US News

The Clintons’ connection to the Panama Papers

When the recently leaked “Panama Papers” exposed the existence of thousands of offshore bank accounts of the politically high and mighty, Hillary Clinton quickly decried them as “outrageous tax havens” for “the super-rich.”

But it turns out that the Democratic presidential front-runner and her husband have multiple connections with people named in the papers — including staffers and major donors, McClatchy Newspapers revealed Saturday night.

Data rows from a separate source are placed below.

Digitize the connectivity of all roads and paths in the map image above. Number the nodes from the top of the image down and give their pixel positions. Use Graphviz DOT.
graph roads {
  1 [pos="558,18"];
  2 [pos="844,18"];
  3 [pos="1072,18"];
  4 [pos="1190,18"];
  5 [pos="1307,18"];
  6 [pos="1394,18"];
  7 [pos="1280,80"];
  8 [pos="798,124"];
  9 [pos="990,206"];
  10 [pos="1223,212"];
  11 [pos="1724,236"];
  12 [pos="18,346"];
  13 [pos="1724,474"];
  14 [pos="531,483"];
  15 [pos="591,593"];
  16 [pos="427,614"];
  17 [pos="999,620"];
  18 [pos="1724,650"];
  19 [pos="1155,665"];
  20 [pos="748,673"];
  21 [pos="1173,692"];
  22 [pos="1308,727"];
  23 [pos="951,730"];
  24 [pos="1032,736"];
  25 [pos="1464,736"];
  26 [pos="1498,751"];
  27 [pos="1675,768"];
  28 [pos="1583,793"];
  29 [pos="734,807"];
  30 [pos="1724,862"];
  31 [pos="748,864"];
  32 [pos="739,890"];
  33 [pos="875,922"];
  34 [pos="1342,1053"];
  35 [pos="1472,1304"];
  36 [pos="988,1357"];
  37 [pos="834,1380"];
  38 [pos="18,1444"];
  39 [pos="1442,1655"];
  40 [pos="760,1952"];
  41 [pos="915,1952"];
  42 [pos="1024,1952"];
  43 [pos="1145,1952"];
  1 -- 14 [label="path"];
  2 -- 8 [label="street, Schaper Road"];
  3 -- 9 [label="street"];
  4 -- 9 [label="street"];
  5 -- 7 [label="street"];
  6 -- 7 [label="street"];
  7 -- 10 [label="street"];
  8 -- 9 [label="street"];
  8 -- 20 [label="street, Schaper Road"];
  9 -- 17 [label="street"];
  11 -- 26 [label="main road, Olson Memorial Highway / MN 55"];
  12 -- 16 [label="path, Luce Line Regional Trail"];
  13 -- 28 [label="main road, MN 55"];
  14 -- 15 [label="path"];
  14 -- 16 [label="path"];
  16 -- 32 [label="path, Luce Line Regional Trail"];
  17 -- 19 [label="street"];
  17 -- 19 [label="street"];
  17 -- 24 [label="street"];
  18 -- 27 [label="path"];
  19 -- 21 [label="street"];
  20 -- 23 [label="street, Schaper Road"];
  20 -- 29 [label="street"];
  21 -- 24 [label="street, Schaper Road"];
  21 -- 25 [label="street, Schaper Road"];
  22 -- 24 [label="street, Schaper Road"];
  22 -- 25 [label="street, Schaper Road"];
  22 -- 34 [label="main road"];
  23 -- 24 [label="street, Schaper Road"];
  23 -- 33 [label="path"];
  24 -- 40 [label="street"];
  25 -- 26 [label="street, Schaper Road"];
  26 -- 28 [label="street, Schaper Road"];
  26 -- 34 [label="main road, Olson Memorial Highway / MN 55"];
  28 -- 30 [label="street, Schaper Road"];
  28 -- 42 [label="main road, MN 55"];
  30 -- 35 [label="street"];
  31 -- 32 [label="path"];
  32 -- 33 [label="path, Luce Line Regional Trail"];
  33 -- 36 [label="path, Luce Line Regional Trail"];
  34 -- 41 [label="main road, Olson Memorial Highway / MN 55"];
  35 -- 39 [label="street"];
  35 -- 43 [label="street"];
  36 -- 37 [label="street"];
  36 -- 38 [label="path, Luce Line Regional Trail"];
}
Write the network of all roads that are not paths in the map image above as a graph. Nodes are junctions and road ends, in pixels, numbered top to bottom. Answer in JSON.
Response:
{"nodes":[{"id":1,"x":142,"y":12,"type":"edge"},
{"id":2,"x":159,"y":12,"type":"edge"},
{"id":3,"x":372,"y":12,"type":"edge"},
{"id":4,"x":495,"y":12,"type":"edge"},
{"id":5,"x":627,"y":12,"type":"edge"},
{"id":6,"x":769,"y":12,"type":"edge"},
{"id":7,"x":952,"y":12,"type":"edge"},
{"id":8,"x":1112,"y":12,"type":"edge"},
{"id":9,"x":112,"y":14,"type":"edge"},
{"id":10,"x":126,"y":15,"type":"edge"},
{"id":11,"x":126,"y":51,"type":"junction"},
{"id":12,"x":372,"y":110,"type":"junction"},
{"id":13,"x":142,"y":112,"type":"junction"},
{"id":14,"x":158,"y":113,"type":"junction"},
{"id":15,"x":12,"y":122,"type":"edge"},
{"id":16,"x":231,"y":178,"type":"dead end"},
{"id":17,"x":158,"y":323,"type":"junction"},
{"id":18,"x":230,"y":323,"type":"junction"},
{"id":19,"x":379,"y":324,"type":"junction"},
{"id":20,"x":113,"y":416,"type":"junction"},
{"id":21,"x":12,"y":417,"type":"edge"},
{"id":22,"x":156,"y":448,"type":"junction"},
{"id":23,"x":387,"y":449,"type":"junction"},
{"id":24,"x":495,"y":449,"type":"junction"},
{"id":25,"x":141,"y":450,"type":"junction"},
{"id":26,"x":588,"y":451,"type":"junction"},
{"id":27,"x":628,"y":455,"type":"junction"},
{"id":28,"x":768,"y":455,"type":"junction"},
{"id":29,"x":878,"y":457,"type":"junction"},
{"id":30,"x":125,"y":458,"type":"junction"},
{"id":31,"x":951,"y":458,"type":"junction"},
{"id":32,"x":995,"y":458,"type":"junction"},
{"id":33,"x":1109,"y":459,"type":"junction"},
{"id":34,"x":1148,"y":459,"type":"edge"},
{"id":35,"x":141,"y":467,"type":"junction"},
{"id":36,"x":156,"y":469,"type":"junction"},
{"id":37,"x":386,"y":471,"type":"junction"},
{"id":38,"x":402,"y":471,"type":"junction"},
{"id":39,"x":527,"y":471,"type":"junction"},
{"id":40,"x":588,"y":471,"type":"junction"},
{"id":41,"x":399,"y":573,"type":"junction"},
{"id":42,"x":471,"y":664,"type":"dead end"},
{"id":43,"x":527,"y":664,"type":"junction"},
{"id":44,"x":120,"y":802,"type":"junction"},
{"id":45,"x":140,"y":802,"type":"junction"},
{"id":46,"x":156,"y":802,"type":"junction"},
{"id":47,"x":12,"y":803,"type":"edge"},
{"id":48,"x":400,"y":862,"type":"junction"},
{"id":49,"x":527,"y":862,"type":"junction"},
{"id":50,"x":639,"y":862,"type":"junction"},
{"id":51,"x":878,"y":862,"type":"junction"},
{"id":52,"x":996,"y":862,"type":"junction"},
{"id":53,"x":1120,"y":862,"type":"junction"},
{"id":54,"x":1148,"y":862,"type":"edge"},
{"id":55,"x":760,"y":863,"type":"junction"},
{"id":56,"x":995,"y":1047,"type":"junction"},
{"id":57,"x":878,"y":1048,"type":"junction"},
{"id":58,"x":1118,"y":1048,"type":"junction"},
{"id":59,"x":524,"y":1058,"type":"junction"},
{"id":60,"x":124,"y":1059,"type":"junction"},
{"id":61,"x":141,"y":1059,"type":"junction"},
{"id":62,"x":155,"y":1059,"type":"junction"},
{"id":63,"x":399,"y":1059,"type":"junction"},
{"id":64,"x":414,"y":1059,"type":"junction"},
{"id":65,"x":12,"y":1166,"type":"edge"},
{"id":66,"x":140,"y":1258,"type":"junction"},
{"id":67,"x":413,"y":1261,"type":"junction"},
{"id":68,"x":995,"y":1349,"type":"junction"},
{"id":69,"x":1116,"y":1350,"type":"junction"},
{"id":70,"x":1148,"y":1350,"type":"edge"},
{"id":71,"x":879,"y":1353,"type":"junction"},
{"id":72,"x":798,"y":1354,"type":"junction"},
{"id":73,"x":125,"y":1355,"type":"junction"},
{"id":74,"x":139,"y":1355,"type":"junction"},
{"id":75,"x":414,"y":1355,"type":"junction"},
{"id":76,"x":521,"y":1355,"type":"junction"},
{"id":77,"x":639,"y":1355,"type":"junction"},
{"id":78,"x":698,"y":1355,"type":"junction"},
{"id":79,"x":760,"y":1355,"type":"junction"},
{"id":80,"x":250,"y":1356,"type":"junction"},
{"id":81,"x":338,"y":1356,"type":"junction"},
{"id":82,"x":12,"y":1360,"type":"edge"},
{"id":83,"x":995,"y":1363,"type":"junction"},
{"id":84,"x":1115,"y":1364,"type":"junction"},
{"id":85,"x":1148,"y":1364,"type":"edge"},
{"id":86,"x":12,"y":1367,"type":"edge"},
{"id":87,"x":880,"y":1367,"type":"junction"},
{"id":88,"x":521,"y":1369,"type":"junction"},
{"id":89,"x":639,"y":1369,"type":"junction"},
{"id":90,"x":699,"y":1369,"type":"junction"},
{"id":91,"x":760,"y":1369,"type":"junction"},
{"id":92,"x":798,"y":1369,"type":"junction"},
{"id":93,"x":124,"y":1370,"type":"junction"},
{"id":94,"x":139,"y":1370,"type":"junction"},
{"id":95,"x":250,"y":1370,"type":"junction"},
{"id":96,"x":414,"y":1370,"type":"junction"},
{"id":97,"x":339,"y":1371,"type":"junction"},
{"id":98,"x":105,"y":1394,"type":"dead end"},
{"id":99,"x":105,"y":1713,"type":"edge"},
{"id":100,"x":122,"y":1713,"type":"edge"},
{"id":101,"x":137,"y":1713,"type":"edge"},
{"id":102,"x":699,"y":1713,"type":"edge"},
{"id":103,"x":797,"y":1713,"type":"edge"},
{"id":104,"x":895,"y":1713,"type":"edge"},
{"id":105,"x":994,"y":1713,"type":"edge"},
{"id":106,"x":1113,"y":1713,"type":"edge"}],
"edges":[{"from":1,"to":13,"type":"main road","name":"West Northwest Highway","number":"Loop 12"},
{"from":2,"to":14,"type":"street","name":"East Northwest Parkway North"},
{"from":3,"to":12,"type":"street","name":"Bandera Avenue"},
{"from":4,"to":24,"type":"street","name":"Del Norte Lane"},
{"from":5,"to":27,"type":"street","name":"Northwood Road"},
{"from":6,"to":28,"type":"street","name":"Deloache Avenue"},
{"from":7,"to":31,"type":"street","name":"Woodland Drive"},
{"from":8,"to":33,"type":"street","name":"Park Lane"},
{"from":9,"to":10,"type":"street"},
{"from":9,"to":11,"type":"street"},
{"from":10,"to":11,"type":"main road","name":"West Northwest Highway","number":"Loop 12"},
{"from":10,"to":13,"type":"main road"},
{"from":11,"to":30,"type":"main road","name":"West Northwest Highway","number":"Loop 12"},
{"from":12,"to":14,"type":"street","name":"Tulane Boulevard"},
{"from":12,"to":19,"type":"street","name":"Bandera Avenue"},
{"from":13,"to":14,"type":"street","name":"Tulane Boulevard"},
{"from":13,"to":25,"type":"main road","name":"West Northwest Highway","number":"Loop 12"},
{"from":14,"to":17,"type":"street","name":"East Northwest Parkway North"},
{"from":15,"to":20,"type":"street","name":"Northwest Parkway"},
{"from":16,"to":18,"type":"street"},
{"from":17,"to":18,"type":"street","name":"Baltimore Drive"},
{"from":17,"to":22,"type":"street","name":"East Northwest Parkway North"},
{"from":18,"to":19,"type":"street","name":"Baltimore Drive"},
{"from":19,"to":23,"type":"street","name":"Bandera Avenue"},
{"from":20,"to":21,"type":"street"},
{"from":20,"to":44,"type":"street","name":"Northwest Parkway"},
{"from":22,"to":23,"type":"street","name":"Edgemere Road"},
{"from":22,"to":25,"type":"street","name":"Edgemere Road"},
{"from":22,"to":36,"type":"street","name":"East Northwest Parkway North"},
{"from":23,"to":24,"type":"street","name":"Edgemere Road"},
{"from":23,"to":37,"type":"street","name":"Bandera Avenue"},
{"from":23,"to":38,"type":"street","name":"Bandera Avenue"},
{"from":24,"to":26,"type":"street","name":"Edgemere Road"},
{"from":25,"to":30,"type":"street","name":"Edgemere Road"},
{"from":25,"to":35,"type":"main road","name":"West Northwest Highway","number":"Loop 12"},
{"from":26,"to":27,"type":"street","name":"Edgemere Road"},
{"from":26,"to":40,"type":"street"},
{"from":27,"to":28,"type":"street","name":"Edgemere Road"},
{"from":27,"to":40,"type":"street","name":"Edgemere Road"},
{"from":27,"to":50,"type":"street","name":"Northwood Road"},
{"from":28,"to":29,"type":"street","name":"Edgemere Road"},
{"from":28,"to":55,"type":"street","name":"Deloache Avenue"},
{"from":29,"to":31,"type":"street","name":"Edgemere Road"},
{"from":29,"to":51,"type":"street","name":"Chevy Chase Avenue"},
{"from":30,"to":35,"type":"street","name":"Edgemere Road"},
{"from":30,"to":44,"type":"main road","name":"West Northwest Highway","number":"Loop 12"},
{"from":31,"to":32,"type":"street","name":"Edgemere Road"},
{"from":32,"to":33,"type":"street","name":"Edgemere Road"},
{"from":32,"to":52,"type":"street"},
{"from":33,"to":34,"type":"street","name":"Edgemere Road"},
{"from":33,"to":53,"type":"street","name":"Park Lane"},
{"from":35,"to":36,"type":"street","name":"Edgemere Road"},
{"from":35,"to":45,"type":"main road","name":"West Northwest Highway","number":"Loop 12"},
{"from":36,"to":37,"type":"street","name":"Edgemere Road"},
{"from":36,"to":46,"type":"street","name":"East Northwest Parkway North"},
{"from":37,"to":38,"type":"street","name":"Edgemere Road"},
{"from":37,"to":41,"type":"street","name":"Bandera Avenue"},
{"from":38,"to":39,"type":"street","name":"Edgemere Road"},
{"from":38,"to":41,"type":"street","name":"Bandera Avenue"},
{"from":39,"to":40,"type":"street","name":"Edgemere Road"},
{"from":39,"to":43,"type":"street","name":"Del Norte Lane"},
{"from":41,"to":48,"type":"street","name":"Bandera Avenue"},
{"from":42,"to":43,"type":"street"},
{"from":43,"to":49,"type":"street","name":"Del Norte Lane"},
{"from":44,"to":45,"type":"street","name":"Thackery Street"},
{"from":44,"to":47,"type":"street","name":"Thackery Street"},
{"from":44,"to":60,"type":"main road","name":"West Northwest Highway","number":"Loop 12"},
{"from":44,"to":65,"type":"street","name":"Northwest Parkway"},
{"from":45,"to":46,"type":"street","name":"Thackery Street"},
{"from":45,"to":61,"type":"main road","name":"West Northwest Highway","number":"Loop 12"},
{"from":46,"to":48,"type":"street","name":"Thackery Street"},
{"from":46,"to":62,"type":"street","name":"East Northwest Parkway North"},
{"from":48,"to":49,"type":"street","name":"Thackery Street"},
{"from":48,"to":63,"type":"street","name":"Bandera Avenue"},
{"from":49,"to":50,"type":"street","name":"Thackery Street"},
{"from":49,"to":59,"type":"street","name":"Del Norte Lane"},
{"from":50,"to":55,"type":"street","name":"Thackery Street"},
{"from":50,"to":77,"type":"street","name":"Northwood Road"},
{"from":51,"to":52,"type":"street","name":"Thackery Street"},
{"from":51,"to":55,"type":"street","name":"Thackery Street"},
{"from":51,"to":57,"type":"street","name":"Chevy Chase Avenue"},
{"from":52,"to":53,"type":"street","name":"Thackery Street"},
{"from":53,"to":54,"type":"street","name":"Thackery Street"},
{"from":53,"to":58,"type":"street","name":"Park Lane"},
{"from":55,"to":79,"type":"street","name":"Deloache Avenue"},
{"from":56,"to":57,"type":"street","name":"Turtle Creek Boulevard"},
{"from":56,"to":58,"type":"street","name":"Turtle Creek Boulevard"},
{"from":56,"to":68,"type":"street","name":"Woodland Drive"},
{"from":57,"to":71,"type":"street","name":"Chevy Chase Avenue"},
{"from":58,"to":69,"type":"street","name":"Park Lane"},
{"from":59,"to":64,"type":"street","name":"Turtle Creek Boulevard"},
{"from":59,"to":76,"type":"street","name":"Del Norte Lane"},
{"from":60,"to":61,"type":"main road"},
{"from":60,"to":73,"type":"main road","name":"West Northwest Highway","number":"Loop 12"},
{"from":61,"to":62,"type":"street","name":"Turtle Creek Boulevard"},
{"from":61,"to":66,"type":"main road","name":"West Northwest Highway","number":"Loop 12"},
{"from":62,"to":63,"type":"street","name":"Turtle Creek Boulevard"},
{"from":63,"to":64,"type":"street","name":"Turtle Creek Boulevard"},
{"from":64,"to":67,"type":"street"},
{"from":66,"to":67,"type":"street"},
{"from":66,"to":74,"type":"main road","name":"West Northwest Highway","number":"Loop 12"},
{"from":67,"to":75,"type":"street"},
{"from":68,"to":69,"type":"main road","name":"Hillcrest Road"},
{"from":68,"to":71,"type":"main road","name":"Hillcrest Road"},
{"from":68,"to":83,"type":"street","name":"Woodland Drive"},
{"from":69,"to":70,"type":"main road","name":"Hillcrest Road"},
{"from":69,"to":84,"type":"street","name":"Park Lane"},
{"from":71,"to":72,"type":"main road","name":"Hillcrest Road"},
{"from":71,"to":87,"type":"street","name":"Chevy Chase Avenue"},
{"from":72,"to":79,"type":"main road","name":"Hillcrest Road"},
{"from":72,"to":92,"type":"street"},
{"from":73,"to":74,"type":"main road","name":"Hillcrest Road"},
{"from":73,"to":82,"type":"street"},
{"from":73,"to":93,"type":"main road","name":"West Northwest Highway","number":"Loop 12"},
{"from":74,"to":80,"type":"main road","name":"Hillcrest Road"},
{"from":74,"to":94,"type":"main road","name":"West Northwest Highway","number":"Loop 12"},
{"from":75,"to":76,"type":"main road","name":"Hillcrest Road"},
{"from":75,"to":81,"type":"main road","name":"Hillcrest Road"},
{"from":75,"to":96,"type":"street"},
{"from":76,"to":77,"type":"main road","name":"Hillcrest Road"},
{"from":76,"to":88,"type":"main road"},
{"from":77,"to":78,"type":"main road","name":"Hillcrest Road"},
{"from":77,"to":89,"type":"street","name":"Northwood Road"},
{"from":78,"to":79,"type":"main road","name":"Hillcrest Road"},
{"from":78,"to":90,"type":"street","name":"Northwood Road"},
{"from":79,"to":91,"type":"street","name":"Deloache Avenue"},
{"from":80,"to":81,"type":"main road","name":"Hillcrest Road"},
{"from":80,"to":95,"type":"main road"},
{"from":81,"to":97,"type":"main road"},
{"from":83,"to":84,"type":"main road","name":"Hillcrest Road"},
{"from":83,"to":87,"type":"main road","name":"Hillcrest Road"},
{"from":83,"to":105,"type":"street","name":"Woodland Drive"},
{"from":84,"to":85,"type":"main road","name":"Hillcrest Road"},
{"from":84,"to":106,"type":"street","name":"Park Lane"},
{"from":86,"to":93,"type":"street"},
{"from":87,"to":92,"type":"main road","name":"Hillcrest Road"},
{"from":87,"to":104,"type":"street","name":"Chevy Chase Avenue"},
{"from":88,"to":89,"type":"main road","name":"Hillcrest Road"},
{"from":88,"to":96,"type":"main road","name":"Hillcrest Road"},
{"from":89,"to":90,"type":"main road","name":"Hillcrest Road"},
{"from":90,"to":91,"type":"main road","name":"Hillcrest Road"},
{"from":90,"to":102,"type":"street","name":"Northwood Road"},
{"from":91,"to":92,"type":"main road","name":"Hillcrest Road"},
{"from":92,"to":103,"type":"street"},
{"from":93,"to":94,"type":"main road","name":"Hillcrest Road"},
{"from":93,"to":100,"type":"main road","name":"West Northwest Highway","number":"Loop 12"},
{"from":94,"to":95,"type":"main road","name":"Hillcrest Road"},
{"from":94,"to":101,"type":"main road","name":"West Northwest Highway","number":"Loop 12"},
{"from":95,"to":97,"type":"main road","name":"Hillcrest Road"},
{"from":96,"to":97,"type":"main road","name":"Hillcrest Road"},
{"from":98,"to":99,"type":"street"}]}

Among those named in the papers as using the Panama-based law firm Mossack Fonseca to set up offshore entities are Gabrielle Fialkoff, who served as Clinton’s finance director during her first campaign for the Senate in New York, according to a report published online at mcclatchydc.com.

Fialkoff is also a senior adviser to Mayor de Blasio and director of the city’s Office of Strategic Partnership.

Another name from the papers is billionaire Frank Giustra, a Canadian mining magnate and longtime crony of Bill Clinton who has donated $100 million to the Clinton Foundation.

Yet another name from the paper is The Chagoury Group, an international developer based in West Africa that has pledged $1 billion in projects to the Clinton Global Initiative.

Additional names include Chinese billionaire Ng Lap Seng, who was at the center of a Democratic fund-raising scandal during the Clinton administration, and Marc Rich, the notorious international fugitive pardoned by Bill Clinton in his final hours as president in 2001, McClatchy reported.

McClatchy Newspapers and some 350 other reporters under the umbrella of the International Consortium of Investigative Journalists have been pouring over a massive dump of more than 11.5 million Mossack Fonseca documents, revealing their first findings earlier this month.

The firm has denied any wrongdoing.

“Now some of this behavior is clearly against the law, and everyone who violates the law anywhere should be held accountable,” Hillary Clinton said of the scandal at a recent AFL-CIO convention.

“But it’s also scandalous how much is actually legal,” she added.

The Clintons themselves do not appear to be mentioned in the document dump, McClatchy reported.

But their ties to multiple big-money names that turn up in the documents as using offshore accounts will be sure to fuel the campaign rhetoric of Bernie Sanders, Hillary’s Democratic presidential rival.

Sanders has condemned Hillary as a wealthy Washington insider who is in league with Wall Street fat cats.